Quando focamos em algo próximo, ocorre um reflexo automático chamado tríade de perto, com três respostas visomotoras simultâneas: o cristalino aumenta sua curvatura (acomodação), os olhos convergem para dentro (vergência) e a pupila se contrai.

Até agora, não se sabia qual via neural ativava esses componentes. O novo estudo descobriu que essas respostas são mediadas pelas vias ON e OFF, dois tipos de células ganglionares da retina, que trabalham em paralelo.

O artigo demonstrou que ambas as vias contribuem para a acomodação, mas também que as vias OFF (que respondem a estímulos mais escuros que o fundo) são muito mais sensíveis para acionar esse mecanismo do que as vias ON.

Por que menos luz na retina pode aumentar a miopia

Essa conexão, pouco compreendida até agora, inaugura um novo capítulo na oftalmologia, pois estabelece que a miopia não é apenas um problema óptico, mas também um déficit sensoriomotor, uma falha complexa de comunicação entre cérebro, retina e músculos oculares.

Em outras palavras: a retina não é apenas um filme passivo. Na miopia, ocorre um defeito no processamento neural do contraste, causado por um déficit na via ON (que detecta objetos claros sobre fundo escuro). Nos míopes, essa via é mais fraca e mais lenta.

Para compensar, o sistema visual passa a depender excessivamente da via OFF (que detecta objetos escuros sobre fundo claro) para guiar o foco. O olho recebe uma imagem borrada, processa a informação visual de forma desequilibrada e tende a priorizar o escuro em vez da luz.

Resumindo: o olho míope acomoda excessivamente, fecha demais a pupila e tem dominância reduzida da via ON. Essa constrição exagerada da pupila diminui a quantidade real de luz que chega à retina, provocando um efeito paradoxal: o alongamento axial do olho, que agrava a progressão da miopia.

Os autores especulam que a retina não é apenas um receptor passivo de imagens, mas também regula o crescimento do olho por meio de sinais químicos e elétricos. Portanto, o alongamento patológico do globo ocular empurra a retina para longe do cristalino e piora o distúrbio visual.

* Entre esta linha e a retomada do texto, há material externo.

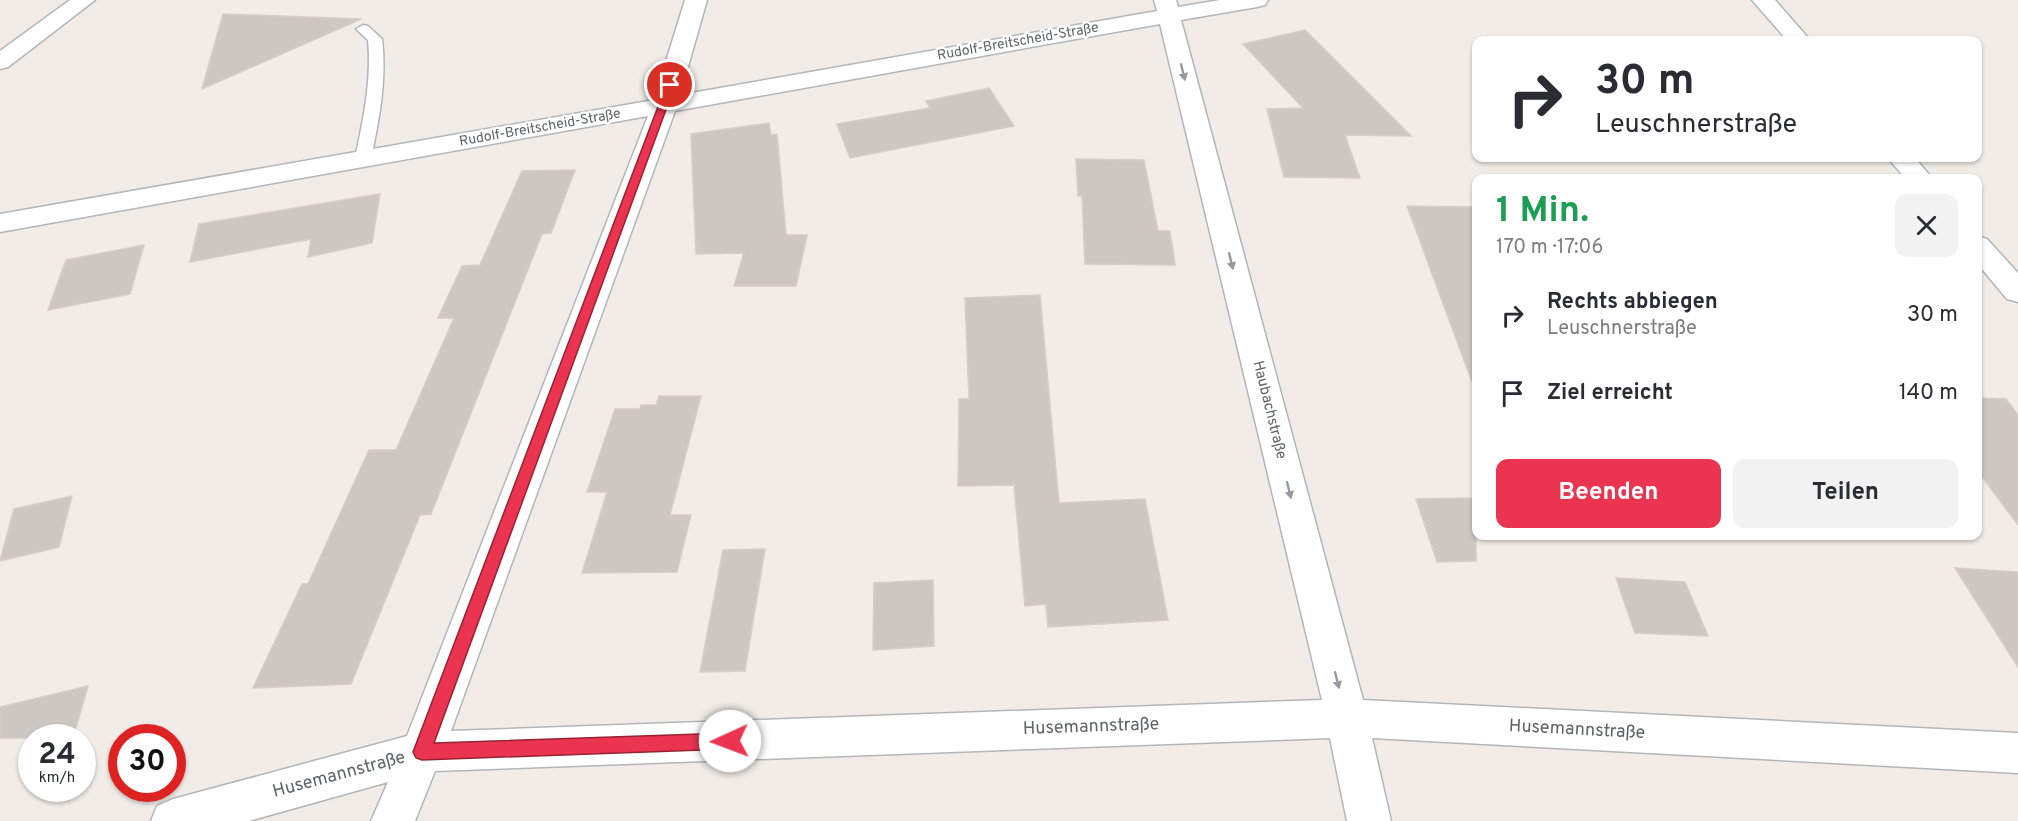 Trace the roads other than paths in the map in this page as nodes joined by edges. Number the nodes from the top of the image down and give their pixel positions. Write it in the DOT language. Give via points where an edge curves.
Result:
graph roads {
  1 [pos="84,0"];
  2 [pos="696,0"];
  3 [pos="1257,0"];
  4 [pos="1763,0"];
  5 [pos="1167,8"];
  6 [pos="379,21"];
  7 [pos="363,29"];
  8 [pos="1795,36"];
  9 [pos="375,39"];
  10 [pos="0,62"];
  11 [pos="664,106"];
  12 [pos="363,159"];
  13 [pos="1905,162"];
  14 [pos="1915,174"];
  15 [pos="0,223"];
  16 [pos="1982,251"];
  17 [pos="2018,292"];
  18 [pos="1347,718"];
  19 [pos="422,752"];
  20 [pos="2018,753"];
  21 [pos="173,821"];
  22 [pos="393,821"];
  23 [pos="1369,821"];
  1 -- 10 [label="street"];
  2 -- 11 [label="street"];
  3 -- 5 [label="street, Rudolf-Breitscheid-Straße"];
  4 -- 8 [label="street"];
  5 -- 11 [label="street, Rudolf-Breitscheid-Straße"];
  5 -- 18 [label="street, Haubachstraße, one-way"];
  6 -- 9 [label="lane"];
  7 -- 9 [label="lane"];
  9 -- 12 [label="lane" via="378,59"];
  11 -- 12 [label="street, Rudolf-Breitscheid-Straße"];
  11 -- 19 [label="street"];
  12 -- 15 [label="street, Rudolf-Breitscheid-Straße"];
  13 -- 14 [label="street"];
  16 -- 17 [label="street"];
  18 -- 19 [label="street, Husemannstraße"];
  18 -- 20 [label="street, Husemannstraße"];
  18 -- 23 [label="street, Haubachstraße"];
  19 -- 21 [label="street, Husemannstraße"];
  19 -- 22 [label="street"];
} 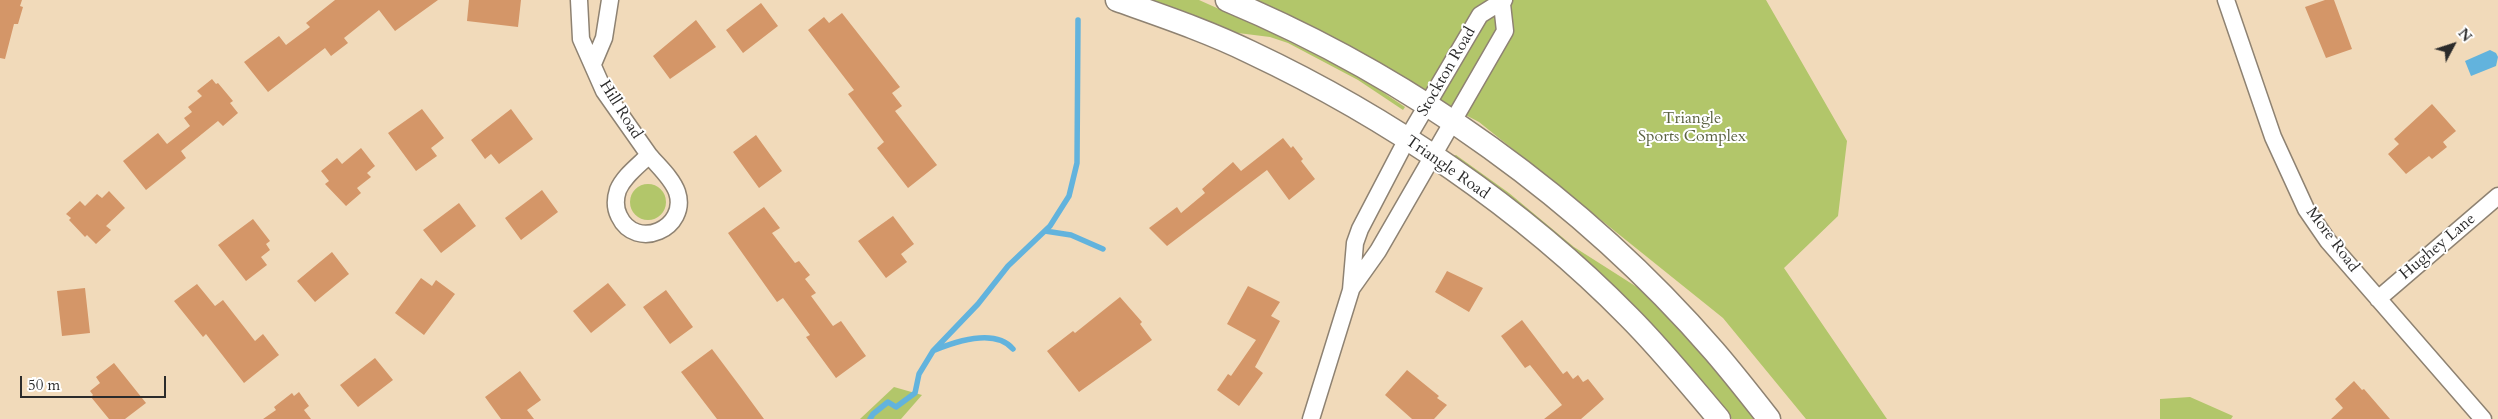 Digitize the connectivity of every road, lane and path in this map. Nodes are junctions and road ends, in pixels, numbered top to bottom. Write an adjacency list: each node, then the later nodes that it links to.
1 (579, 0): 7 (street, Hill Road)
2 (610, 0): 7 (street, Hill Road)
3 (1117, 0): 10 (street, Triangle Road)
4 (1227, 0): 8 (street)
5 (2226, 0): 15 (street, More Road)
6 (1503, 2): 8 (street, Stockton Road); 9 (street, Stockton Road)
7 (593, 64): 11 (street, Hill Road)
8 (1427, 106): 9 (street); 10 (street, Stockton Road)
9 (1452, 122): 12 (street, Stockton Road); 18 (street)
10 (1407, 139): 12 (street, Triangle Road); 14 (street, Stockton Road)
11 (648, 155): 11 (street, Hill Road)
12 (1434, 157): 14 (street, Stockton Road); 17 (street, Triangle Road)
13 (2498, 196): 15 (street, Hughey Lane)
14 (1351, 290): 16 (street, Stockton Road)
15 (2378, 299): 19 (street, More Road)
16 (1311, 419)
17 (1719, 419)
18 (1769, 419)
19 (2484, 419)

Metodologia do estudo e novas formas de tratamento

Para testar suas hipóteses, os autores compararam 13 indivíduos com visão normal e 21 míopes, pedindo que fixassem, com um olho, um pequeno quadrado apresentado por uma lente ajustável que induzia desfoco de 5 dioptrias. Para testar as vias ON e OFF, eles compensaram o desfoco por acomodação, registrando a vergência ocular e a constrição pupilar.

Em comunicado, a primeira autora do artigo, Urusha Maharjan, explica que, quando as pessoas focam em objetos próximos em ambientes internos, como celulares, tablets ou livros, a pupila também pode se contrair, não por causa do brilho, mas para tornar a imagem mais nítida. Em ambientes com pouca luz, essa combinação pode reduzir significativamente a iluminação da retina.

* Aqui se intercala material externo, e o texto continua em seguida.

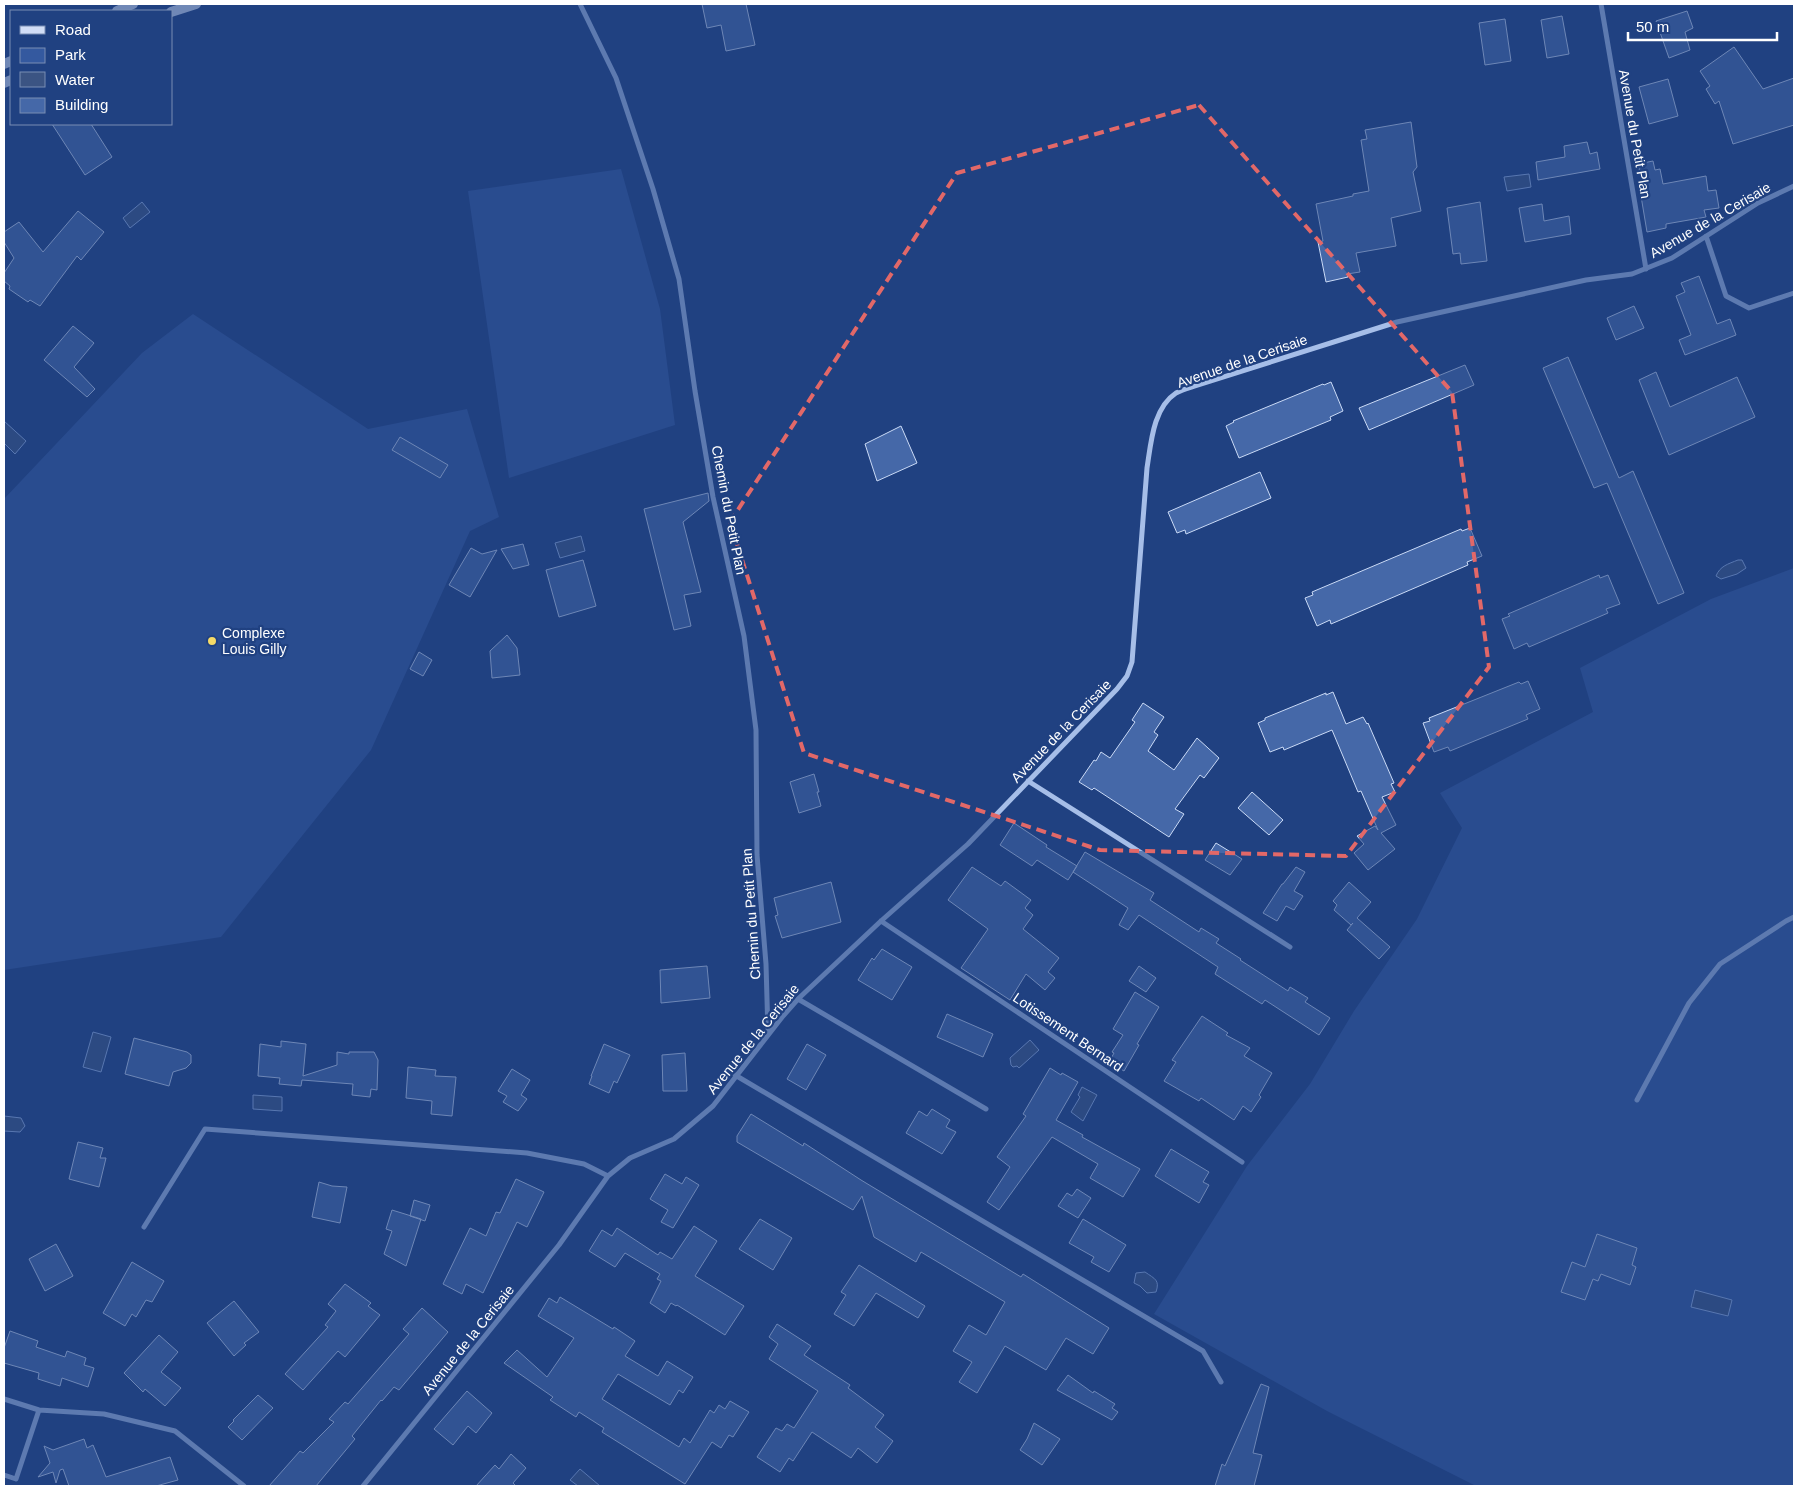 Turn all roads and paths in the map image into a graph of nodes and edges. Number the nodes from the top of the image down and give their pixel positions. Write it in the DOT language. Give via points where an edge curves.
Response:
graph roads {
  1 [pos="133,4"];
  2 [pos="196,4"];
  3 [pos="1600,4"];
  4 [pos="580,5"];
  5 [pos="119,10"];
  6 [pos="172,12"];
  7 [pos="1794,186"];
  8 [pos="1706,236"];
  9 [pos="1646,269"];
  10 [pos="1794,293"];
  11 [pos="1028,781"];
  12 [pos="1794,917"];
  13 [pos="881,921"];
  14 [pos="1290,948"];
  15 [pos="798,999"];
  16 [pos="768,1034"];
  17 [pos="735,1075"];
  18 [pos="1637,1100"];
  19 [pos="986,1109"];
  20 [pos="1242,1162"];
  21 [pos="608,1176"];
  22 [pos="144,1227"];
  23 [pos="1221,1382"];
  24 [pos="4,1399"];
  25 [pos="39,1410"];
  26 [pos="4,1475"];
  27 [pos="244,1486"];
  28 [pos="363,1486"];
  1 -- 5 [label="main road"];
  2 -- 6 [label="main road"];
  3 -- 9 [label="street, Avenue du Petit Plan"];
  4 -- 16 [label="street, Chemin du Petit Plan" via="616,78 680,279 695,391 713,497 744,636 756,730 757,855"];
  7 -- 8 [label="street, Avenue de la Cerisaie" via="1758,203"];
  8 -- 9 [label="street, Avenue de la Cerisaie" via="1672,258"];
  8 -- 10 [label="street" via="1726,296 1749,308"];
  9 -- 11 [label="street, Avenue de la Cerisaie" via="1396,322 1176,393 1165,404 1152,436 1132,662 1127,676"];
  11 -- 13 [label="street, Avenue de la Cerisaie" via="968,844"];
  11 -- 14 [label="street"];
  12 -- 18 [label="street" via="1720,964 1689,1003"];
  13 -- 15 [label="street, Avenue de la Cerisaie"];
  13 -- 20 [label="street, Lotissement Bernard"];
  15 -- 16 [label="street, Avenue de la Cerisaie"];
  15 -- 19 [label="street"];
  16 -- 17 [label="street, Avenue de la Cerisaie"];
  17 -- 21 [label="street, Avenue de la Cerisaie" via="713,1106 674,1139 630,1158"];
  17 -- 23 [label="street" via="1203,1351"];
  21 -- 22 [label="street" via="584,1164 527,1153 204,1129"];
  21 -- 28 [label="street, Avenue de la Cerisaie" via="559,1246"];
  24 -- 25 [label="street"];
  25 -- 26 [label="street" via="16,1478"];
  25 -- 27 [label="street" via="104,1414 175,1431"];
}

No estudo, os pesquisadores sugerem que a fraca iluminação retiniana pode agravar a miopia. Por outro lado, a exposição frequente a ambientes iluminados e focos distantes, como em atividades ao ar livre, aumentaria a iluminação retiniana e reduziria a ativação contínua da acomodação, ajudando a prevenir ou desacelerar a progressão.

No processo terapêutico, gotas de atropina poderiam ajudar porque reduzem a contração excessiva da pupila durante o esforço de perto, permitindo maior entrada de luz na retina. Segundo os autores, quanto mais fraca essa constrição, maior tende a ser a eficácia do tratamento.

Embora o estudo não traga uma resposta definitiva, o pesquisador sênior Jose-Manuel Alonso afirma que o trabalho oferece uma hipótese testável que reformula a maneira como os hábitos visuais, a iluminação e o foco ocular interagem, abrindo caminhos para novas formas de prevenção e tratamento.